Dr. Shariq Bashir of National University of Computer and Emerging Sciences, Islamabad, has published Estimating retrievability ranks of documents using document features , Neurocomputing 123(10), 216-232 (2014).
Here is the abstract:
Retrievability is a measure of access that quantifies how easily documents can be found using a retrieval system. Such a measure is of particular interest within the recall oriented retrieval domains such as patent or legal retrieval. This is because if a retrieval system for these retrieval domains makes some documents hard to find then professional searchers would have a difficult time when retrieving these documents. One main limitation of retrievability analysis is that it depends upon the processing of exhaustive number of queries. This requires large processing time and resources. In order to handle this problem, in this paper we use document features based approach in order to estimate the retrievability ranks of documents. In experiments, the strong correlation between features and retrievability scores on different collections confirms that it is possible to estimate the retrievability ranks of documents without processing queries. One major advantage of this approach is that it requires fewer resources, and can be computed more quickly as compared to query based approach. While, on the other hand, one major disadvantage of this approach is that it can only estimate the retrievability ranks of documents, but cannot calculate how much there is retrievability inequality (retrieval bias) between the documents of collection.

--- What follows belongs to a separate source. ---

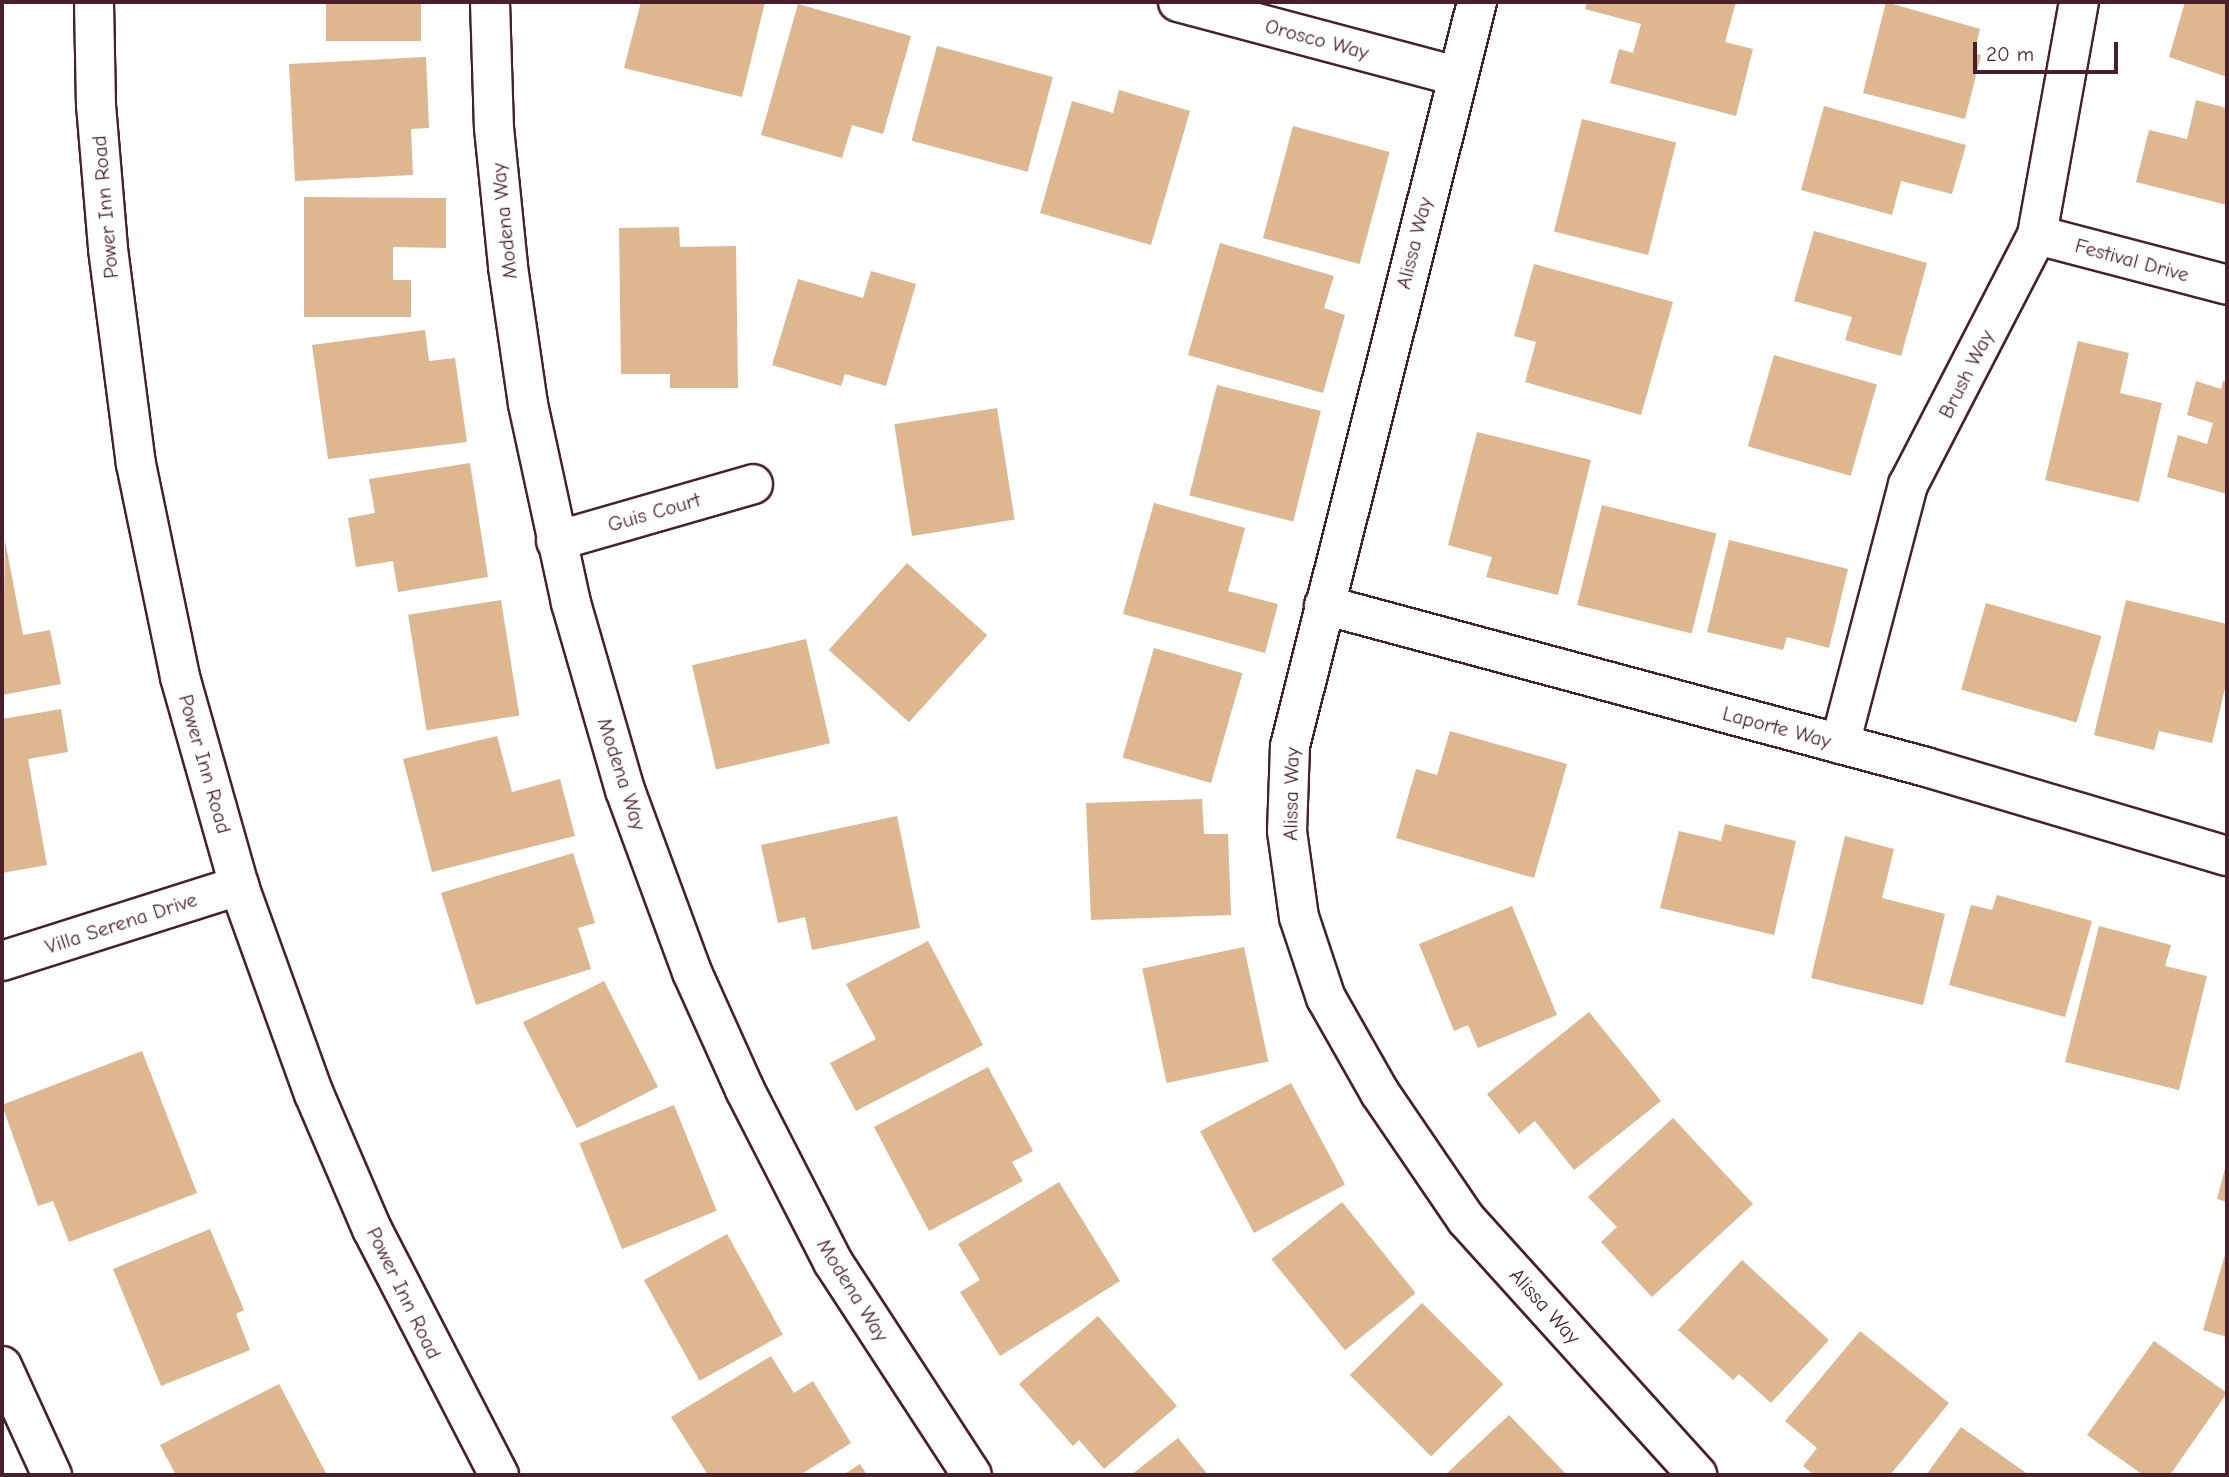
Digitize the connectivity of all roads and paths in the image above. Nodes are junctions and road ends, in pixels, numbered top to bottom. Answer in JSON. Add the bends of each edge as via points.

The author’s models are tested in four datasets, including two U.S. patent datasets:
USPTO Patent Collections: These collections are downloaded from the freely available US patent and trademark office website. We collect all patents that are listed under the United States Patent Classification (USPC) classes 433 (Dentistry), and 422 (Chemical apparatus and process disinfecting, deodorizing, preserving, or sterilizing). These collections consist of 64,986 documents, with 36,998 documents in USPC Class 422 and 27,988 documents in USPC Class 433. [...]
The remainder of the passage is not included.